Bir kaç saat sonra otobüsün daha fazla ilerleyememesi üzerine bütün grup mavi, geniş koltuklardan kalkıp kapılara hücum etti. Sıcaktan bunaldıkları için ağaçların arasında yürümek bir anda onlara daha cazip görünmeye başlamıştı. Valizlerini sırtlanıp Adriana'nın peşine düştüler ördek yavruları gibi. Adriana daha önceden gelip kamp yerlerini ayarlamıştı, bu onlara yer arama konusunda zaman kazandırmıştı. Daha içlere doğru yürüdükçe uzun pantolon giydiğine şükrediyordu Sona, çünkü hava bir anda soğumuştu ayrıca diğerleri bacaklarını ve kollarını çizen dikenlerden yakınıyorlardı. O bu sırada daha çok etrafı inceleyebiliyordu. İçinde garip bir his oluştu nedense. Bu his bir anda bütün neşesini alıp götürdü. Daha beş dakika önce dikenlerin arasında bile hoplaya zıplaya ilerlerken her şey yük olmaya başlamıştı. Adımları kötü bir sondan geri dönmek istercesine geri geri gidiyordu. Vücuduna emir vermekte zorlanıyor, titreyen bacaklarına ilerlemesi için yalvarıyordu. Lilith'in ona seslenmesiyle kendine biraz gelebildi. İçindeki o his hala gitmese de en azından bacakları sözünü dinliyordu. Az önce ona sevimli gelen ağaçlar şimdi birer yaratık olmuştu gözünde, içlerindeki güzelliği korumaya çalıştığı için her yere yayıldığını düşündüğü yırtıcı dikenlerinse artık işkence yapmak için orada bulunduklarını düşünmeye başladı. Evet birden bire kafayı yemeye başlamıştı ve buna neyin sebep olduğunu bilmiyor gibiydi. Bu düşüncelerle ilerlerken durduğunu fark etmediği birine çarptı Sona. Anlaşılan kamp yerlerine gelmişlerdi. Kafasını iyice kaldırıp etrafa baktığında korkuyla bir anda yere yığıldı. Neden böyle bir şey hissetmeye başladığını şimdi anlıyordu. Adriana'ya döndü. Arkası dönük olmasına rağmen o iğrenç yüzünde kocaman ve kendisi kadar iğrenç bir gülümseme olduğunu tahmin edebiliyordu. Dişlerini sıkıp gözyaşlarını bastırdı. Ağlayıp bağırmayacak, ona bu zaferi tattırmayacaktı. Hızla çöktü yerden kalkıp Lilith’in yanına gitti yardıma. Aynı çadırda kalacaklardı.

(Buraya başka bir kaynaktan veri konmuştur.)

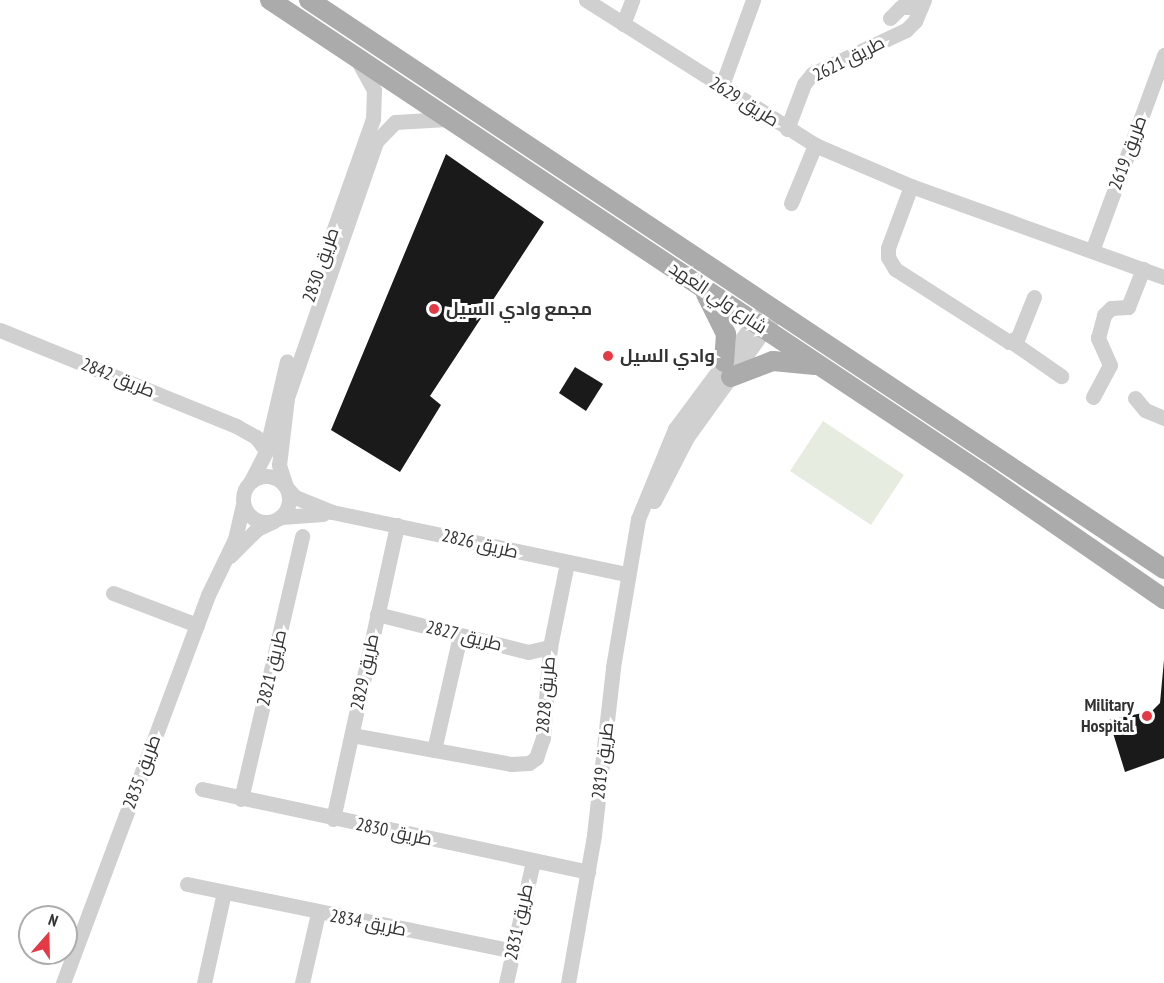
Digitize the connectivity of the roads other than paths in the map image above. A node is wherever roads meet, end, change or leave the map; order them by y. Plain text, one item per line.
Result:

Çadırlar kurulmuş, ateş için yer hazırlanmış, yiyecekler yavaş yavaş ortaya çıkarılmaya başlamıştı. Sona ruh gibi üzerine düşen görevi yapıyor daha sonra hiçbir şeye katılmayarak karanlık bir köşede oturuyordu. Karanlık görüntülerin zihnine süzülmesine izin veriyor, kimse görmeden akıtıyordu gözyaşlarını. Arada bazılarının kendisi hakkında sessizce konuştuğunu duysa da umursamıyordu, umursayacak hali yoktu. Sanki yaşamıyordu, hiçbir tepki veremiyordu. Ruhu mu eriyordu? Onu bile bilmiyordu, hissedemiyordu. İlk gece yemekten sonra hemen çadırına çekildi ve yattı. Bir hafta böyle geçecek, daha sonra Adriana'yı bulup birkaç küfür, yumruk ve tekmenin ardından eski haline dönecekti.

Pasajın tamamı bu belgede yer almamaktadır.